Exercise - Repeat the lines of the data exactly and exclude any picture among them.
--- Data records Enclosed Below ---
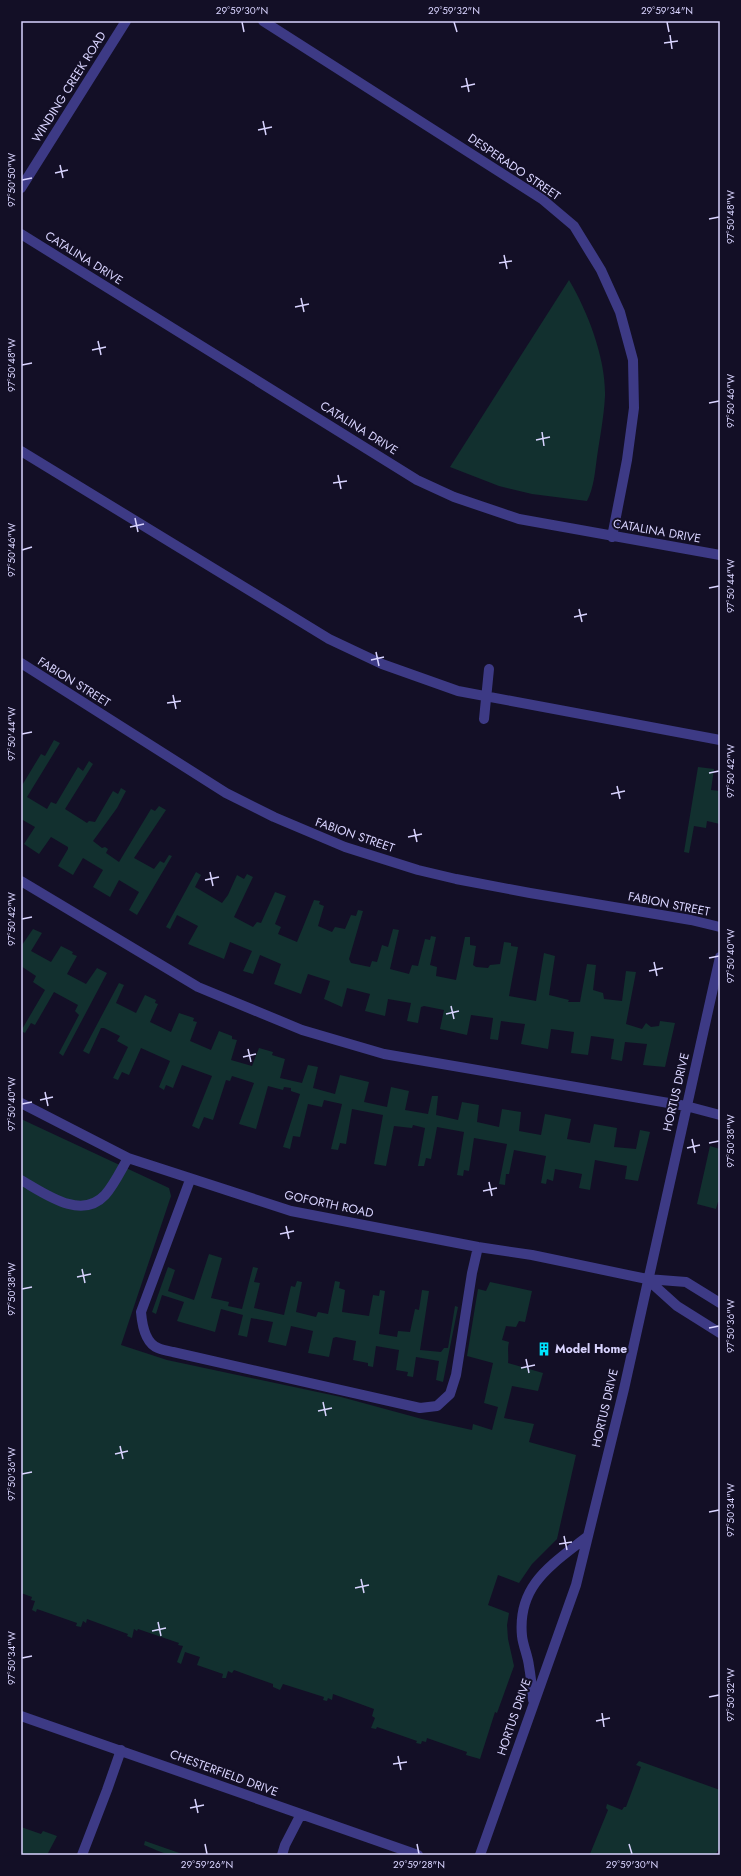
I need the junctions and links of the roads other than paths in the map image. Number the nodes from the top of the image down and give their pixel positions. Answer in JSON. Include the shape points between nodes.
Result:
{"nodes":[{"id":1,"x":126,"y":21,"type":"edge"},
{"id":2,"x":263,"y":21,"type":"edge"},
{"id":3,"x":21,"y":188,"type":"edge"},
{"id":4,"x":21,"y":234,"type":"edge"},
{"id":5,"x":21,"y":451,"type":"edge"},
{"id":6,"x":612,"y":537,"type":"junction"},
{"id":7,"x":720,"y":555,"type":"edge"},
{"id":8,"x":21,"y":663,"type":"edge"},
{"id":9,"x":490,"y":669,"type":"dead end"},
{"id":10,"x":488,"y":696,"type":"junction"},
{"id":11,"x":484,"y":720,"type":"dead end"},
{"id":12,"x":720,"y":740,"type":"edge"},
{"id":13,"x":21,"y":881,"type":"edge"},
{"id":14,"x":720,"y":927,"type":"edge"},
{"id":15,"x":720,"y":957,"type":"edge"},
{"id":16,"x":21,"y":1103,"type":"edge"},
{"id":17,"x":686,"y":1106,"type":"junction"},
{"id":18,"x":720,"y":1115,"type":"edge"},
{"id":19,"x":128,"y":1158,"type":"junction"},
{"id":20,"x":21,"y":1180,"type":"edge"},
{"id":21,"x":190,"y":1180,"type":"junction"},
{"id":22,"x":478,"y":1247,"type":"junction"},
{"id":23,"x":647,"y":1279,"type":"junction"},
{"id":24,"x":720,"y":1303,"type":"edge"},
{"id":25,"x":720,"y":1333,"type":"edge"},
{"id":26,"x":588,"y":1536,"type":"junction"},
{"id":27,"x":533,"y":1703,"type":"junction"},
{"id":28,"x":21,"y":1716,"type":"edge"},
{"id":29,"x":121,"y":1750,"type":"junction"},
{"id":30,"x":301,"y":1814,"type":"junction"},
{"id":31,"x":82,"y":1855,"type":"edge"},
{"id":32,"x":282,"y":1855,"type":"edge"},
{"id":33,"x":418,"y":1855,"type":"edge"},
{"id":34,"x":480,"y":1855,"type":"edge"}],
"edges":[{"from":1,"to":3,"type":"street","name":"WINDING CREEK ROAD"},
{"from":2,"to":6,"type":"street","name":"DESPERADO STREET","via":[[542,199],[574,226],[601,270],[620,312],[633,360],[634,408]]},
{"from":4,"to":6,"type":"street","name":"CATALINA DRIVE","via":[[418,480],[454,497],[519,519]]},
{"from":5,"to":10,"type":"street","via":[[329,639],[362,656],[420,679],[458,692]]},
{"from":6,"to":7,"type":"street","name":"CATALINA DRIVE"},
{"from":8,"to":14,"type":"street","name":"FABION STREET","via":[[226,793],[274,817],[346,847],[418,870]]},
{"from":9,"to":10,"type":"street"},
{"from":10,"to":11,"type":"street"},
{"from":10,"to":12,"type":"street"},
{"from":13,"to":17,"type":"street","via":[[198,987],[302,1030],[384,1054]]},
{"from":15,"to":17,"type":"street","name":"HORTUS DRIVE"},
{"from":16,"to":19,"type":"street","name":"GOFORTH ROAD"},
{"from":17,"to":18,"type":"street"},
{"from":17,"to":23,"type":"street","name":"HORTUS DRIVE"},
{"from":19,"to":20,"type":"street","via":[[105,1195],[96,1203],[85,1206],[63,1203]]},
{"from":19,"to":21,"type":"street","name":"GOFORTH ROAD"},
{"from":21,"to":22,"type":"street","name":"GOFORTH ROAD","via":[[291,1211]]},
{"from":21,"to":22,"type":"street","via":[[141,1312],[142,1325],[147,1337],[156,1348],[168,1351],[420,1408],[437,1406],[450,1394],[456,1375]]},
{"from":22,"to":23,"type":"street","name":"GOFORTH ROAD","via":[[532,1255]]},
{"from":23,"to":24,"type":"street","name":"GOFORTH ROAD","via":[[686,1282]]},
{"from":23,"to":25,"type":"street","via":[[677,1306]]},
{"from":23,"to":26,"type":"street","name":"HORTUS DRIVE","via":[[624,1389]]},
{"from":26,"to":27,"type":"street","name":"HORTUS DRIVE","via":[[576,1585]]},
{"from":26,"to":27,"type":"street","via":[[544,1570],[528,1594],[522,1616],[522,1637],[529,1665]]},
{"from":27,"to":34,"type":"street","name":"HORTUS DRIVE"},
{"from":28,"to":29,"type":"street","name":"CHESTERFIELD DRIVE"},
{"from":29,"to":30,"type":"street","name":"CHESTERFIELD DRIVE"},
{"from":29,"to":31,"type":"street"},
{"from":30,"to":32,"type":"street"},
{"from":30,"to":33,"type":"street","name":"CHESTERFIELD DRIVE"}]}
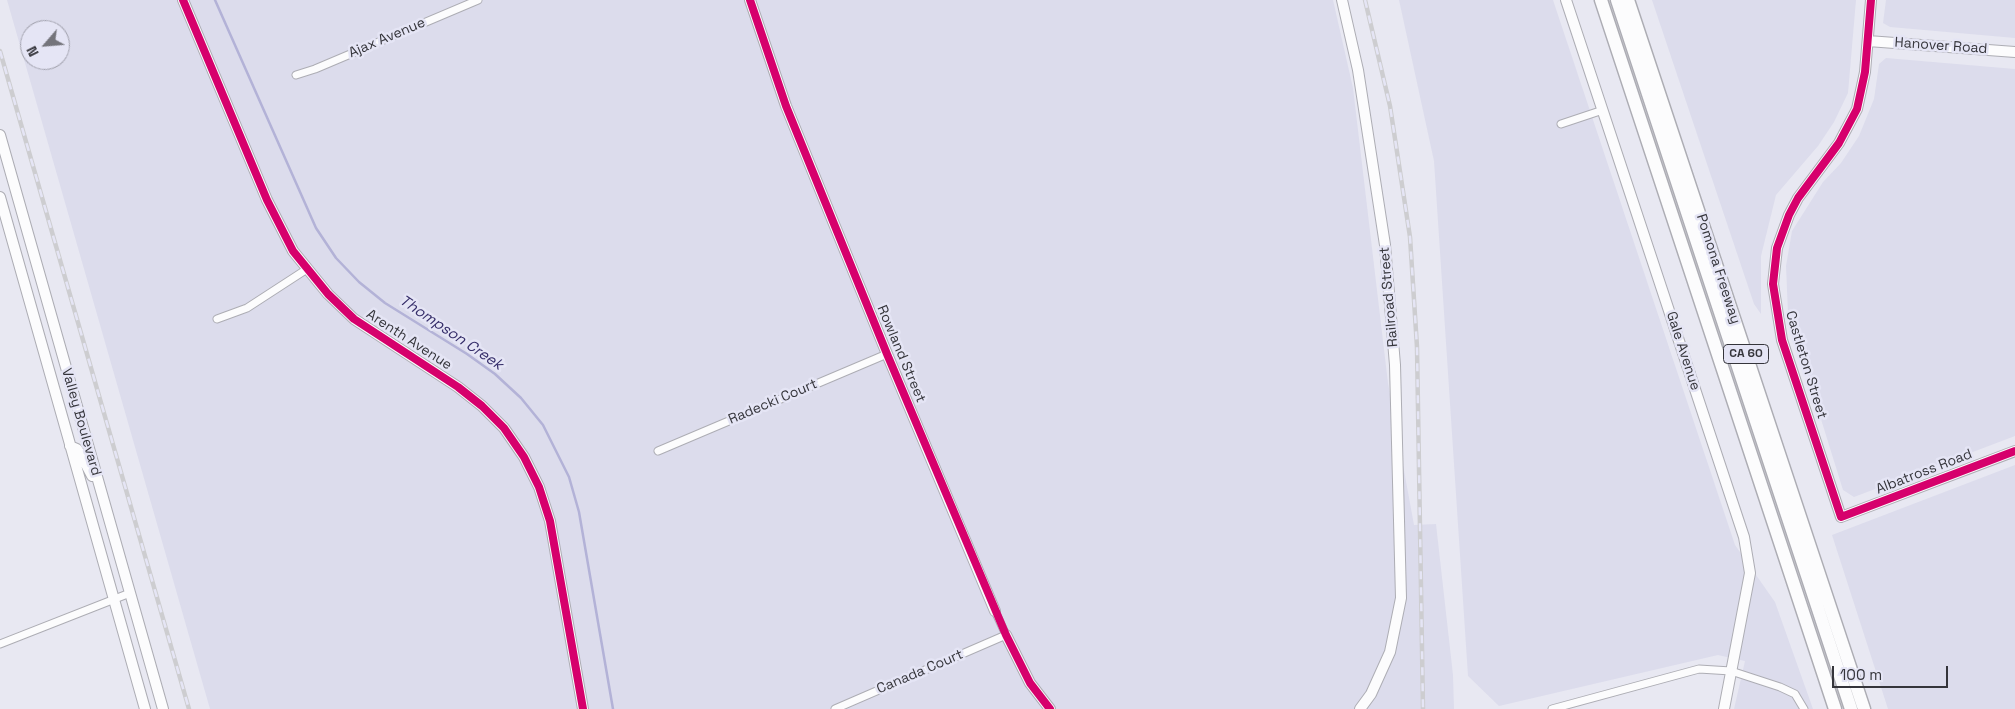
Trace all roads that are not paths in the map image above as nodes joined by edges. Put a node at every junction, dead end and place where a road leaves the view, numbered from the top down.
1 (183, 0) edge
2 (478, 0) edge
3 (750, 0) edge
4 (1342, 0) edge
5 (1566, 0) edge
6 (1601, 0) edge
7 (1612, 0) edge
8 (1617, 0) edge
9 (1628, 0) edge
10 (1871, 0) edge
11 (1868, 41) junction
12 (2015, 52) edge
13 (296, 75) dead end
14 (1603, 110) junction
15 (1561, 124) dead end
16 (1, 141) edge
17 (0, 197) edge
18 (307, 269) junction
19 (217, 319) dead end
20 (887, 354) junction
21 (70, 446) junction
22 (658, 450) dead end
23 (2015, 451) edge
24 (103, 497) junction
25 (1841, 517) joint
26 (130, 593) junction
27 (114, 598) junction
28 (995, 611) joint
29 (1006, 635) junction
30 (0, 644) edge
31 (1731, 671) junction
32 (145, 709) edge
33 (163, 709) edge
34 (583, 709) edge
35 (835, 709) edge
36 (1050, 709) edge
37 (1360, 709) edge
38 (1552, 709) edge
39 (1724, 709) edge
40 (1804, 709) edge
41 (1835, 709) edge
42 (1845, 709) edge
43 (1851, 709) edge
44 (1864, 709) edge

1 - 18 street, Arenth Avenue
2 - 13 street, Ajax Avenue
3 - 20 street, Rowland Street
4 - 37 street, Railroad Street
5 - 14 street, Gale Avenue
6 - 41 highway, Pomona Freeway / CA 60
7 - 42 highway
8 - 43 highway
9 - 44 highway, Pomona Freeway / CA 60
10 - 11 street, Castleton Street
11 - 12 street, Hanover Road
11 - 25 street, Castleton Street
14 - 15 street
14 - 31 street, Gale Avenue
16 - 24 street, Valley Boulevard
17 - 21 street, Valley Boulevard
18 - 19 street
18 - 34 street, Arenth Avenue
20 - 22 street, Radecki Court
20 - 28 street, Rowland Street
21 - 24 street
21 - 27 street, Valley Boulevard
23 - 25 street, Albatross Road
24 - 26 street, Valley Boulevard
26 - 27 street
26 - 33 street, Valley Boulevard
27 - 30 street
27 - 32 street, Valley Boulevard
28 - 29 street, Rowland Street
29 - 35 street, Canada Court
29 - 36 street, Rowland Street
31 - 38 street
31 - 39 street, Gale Avenue
31 - 40 street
--- End of Enclosed Data records ---
Your solution -
I need the junctions and links of the roads other than paths in the map image. Number the nodes from the top of the image down and give their pixel positions. Answer in JSON. Include the shape points between nodes.
Result:
{"nodes":[{"id":1,"x":126,"y":21,"type":"edge"},
{"id":2,"x":263,"y":21,"type":"edge"},
{"id":3,"x":21,"y":188,"type":"edge"},
{"id":4,"x":21,"y":234,"type":"edge"},
{"id":5,"x":21,"y":451,"type":"edge"},
{"id":6,"x":612,"y":537,"type":"junction"},
{"id":7,"x":720,"y":555,"type":"edge"},
{"id":8,"x":21,"y":663,"type":"edge"},
{"id":9,"x":490,"y":669,"type":"dead end"},
{"id":10,"x":488,"y":696,"type":"junction"},
{"id":11,"x":484,"y":720,"type":"dead end"},
{"id":12,"x":720,"y":740,"type":"edge"},
{"id":13,"x":21,"y":881,"type":"edge"},
{"id":14,"x":720,"y":927,"type":"edge"},
{"id":15,"x":720,"y":957,"type":"edge"},
{"id":16,"x":21,"y":1103,"type":"edge"},
{"id":17,"x":686,"y":1106,"type":"junction"},
{"id":18,"x":720,"y":1115,"type":"edge"},
{"id":19,"x":128,"y":1158,"type":"junction"},
{"id":20,"x":21,"y":1180,"type":"edge"},
{"id":21,"x":190,"y":1180,"type":"junction"},
{"id":22,"x":478,"y":1247,"type":"junction"},
{"id":23,"x":647,"y":1279,"type":"junction"},
{"id":24,"x":720,"y":1303,"type":"edge"},
{"id":25,"x":720,"y":1333,"type":"edge"},
{"id":26,"x":588,"y":1536,"type":"junction"},
{"id":27,"x":533,"y":1703,"type":"junction"},
{"id":28,"x":21,"y":1716,"type":"edge"},
{"id":29,"x":121,"y":1750,"type":"junction"},
{"id":30,"x":301,"y":1814,"type":"junction"},
{"id":31,"x":82,"y":1855,"type":"edge"},
{"id":32,"x":282,"y":1855,"type":"edge"},
{"id":33,"x":418,"y":1855,"type":"edge"},
{"id":34,"x":480,"y":1855,"type":"edge"}],
"edges":[{"from":1,"to":3,"type":"street","name":"WINDING CREEK ROAD"},
{"from":2,"to":6,"type":"street","name":"DESPERADO STREET","via":[[542,199],[574,226],[601,270],[620,312],[633,360],[634,408]]},
{"from":4,"to":6,"type":"street","name":"CATALINA DRIVE","via":[[418,480],[454,497],[519,519]]},
{"from":5,"to":10,"type":"street","via":[[329,639],[362,656],[420,679],[458,692]]},
{"from":6,"to":7,"type":"street","name":"CATALINA DRIVE"},
{"from":8,"to":14,"type":"street","name":"FABION STREET","via":[[226,793],[274,817],[346,847],[418,870]]},
{"from":9,"to":10,"type":"street"},
{"from":10,"to":11,"type":"street"},
{"from":10,"to":12,"type":"street"},
{"from":13,"to":17,"type":"street","via":[[198,987],[302,1030],[384,1054]]},
{"from":15,"to":17,"type":"street","name":"HORTUS DRIVE"},
{"from":16,"to":19,"type":"street","name":"GOFORTH ROAD"},
{"from":17,"to":18,"type":"street"},
{"from":17,"to":23,"type":"street","name":"HORTUS DRIVE"},
{"from":19,"to":20,"type":"street","via":[[105,1195],[96,1203],[85,1206],[63,1203]]},
{"from":19,"to":21,"type":"street","name":"GOFORTH ROAD"},
{"from":21,"to":22,"type":"street","name":"GOFORTH ROAD","via":[[291,1211]]},
{"from":21,"to":22,"type":"street","via":[[141,1312],[142,1325],[147,1337],[156,1348],[168,1351],[420,1408],[437,1406],[450,1394],[456,1375]]},
{"from":22,"to":23,"type":"street","name":"GOFORTH ROAD","via":[[532,1255]]},
{"from":23,"to":24,"type":"street","name":"GOFORTH ROAD","via":[[686,1282]]},
{"from":23,"to":25,"type":"street","via":[[677,1306]]},
{"from":23,"to":26,"type":"street","name":"HORTUS DRIVE","via":[[624,1389]]},
{"from":26,"to":27,"type":"street","name":"HORTUS DRIVE","via":[[576,1585]]},
{"from":26,"to":27,"type":"street","via":[[544,1570],[528,1594],[522,1616],[522,1637],[529,1665]]},
{"from":27,"to":34,"type":"street","name":"HORTUS DRIVE"},
{"from":28,"to":29,"type":"street","name":"CHESTERFIELD DRIVE"},
{"from":29,"to":30,"type":"street","name":"CHESTERFIELD DRIVE"},
{"from":29,"to":31,"type":"street"},
{"from":30,"to":32,"type":"street"},
{"from":30,"to":33,"type":"street","name":"CHESTERFIELD DRIVE"}]}
Trace all roads that are not paths in the map image above as nodes joined by edges. Put a node at every junction, dead end and place where a road leaves the view, numbered from the top down.
1 (183, 0) edge
2 (478, 0) edge
3 (750, 0) edge
4 (1342, 0) edge
5 (1566, 0) edge
6 (1601, 0) edge
7 (1612, 0) edge
8 (1617, 0) edge
9 (1628, 0) edge
10 (1871, 0) edge
11 (1868, 41) junction
12 (2015, 52) edge
13 (296, 75) dead end
14 (1603, 110) junction
15 (1561, 124) dead end
16 (1, 141) edge
17 (0, 197) edge
18 (307, 269) junction
19 (217, 319) dead end
20 (887, 354) junction
21 (70, 446) junction
22 (658, 450) dead end
23 (2015, 451) edge
24 (103, 497) junction
25 (1841, 517) joint
26 (130, 593) junction
27 (114, 598) junction
28 (995, 611) joint
29 (1006, 635) junction
30 (0, 644) edge
31 (1731, 671) junction
32 (145, 709) edge
33 (163, 709) edge
34 (583, 709) edge
35 (835, 709) edge
36 (1050, 709) edge
37 (1360, 709) edge
38 (1552, 709) edge
39 (1724, 709) edge
40 (1804, 709) edge
41 (1835, 709) edge
42 (1845, 709) edge
43 (1851, 709) edge
44 (1864, 709) edge

1 - 18 street, Arenth Avenue
2 - 13 street, Ajax Avenue
3 - 20 street, Rowland Street
4 - 37 street, Railroad Street
5 - 14 street, Gale Avenue
6 - 41 highway, Pomona Freeway / CA 60
7 - 42 highway
8 - 43 highway
9 - 44 highway, Pomona Freeway / CA 60
10 - 11 street, Castleton Street
11 - 12 street, Hanover Road
11 - 25 street, Castleton Street
14 - 15 street
14 - 31 street, Gale Avenue
16 - 24 street, Valley Boulevard
17 - 21 street, Valley Boulevard
18 - 19 street
18 - 34 street, Arenth Avenue
20 - 22 street, Radecki Court
20 - 28 street, Rowland Street
21 - 24 street
21 - 27 street, Valley Boulevard
23 - 25 street, Albatross Road
24 - 26 street, Valley Boulevard
26 - 27 street
26 - 33 street, Valley Boulevard
27 - 30 street
27 - 32 street, Valley Boulevard
28 - 29 street, Rowland Street
29 - 35 street, Canada Court
29 - 36 street, Rowland Street
31 - 38 street
31 - 39 street, Gale Avenue
31 - 40 street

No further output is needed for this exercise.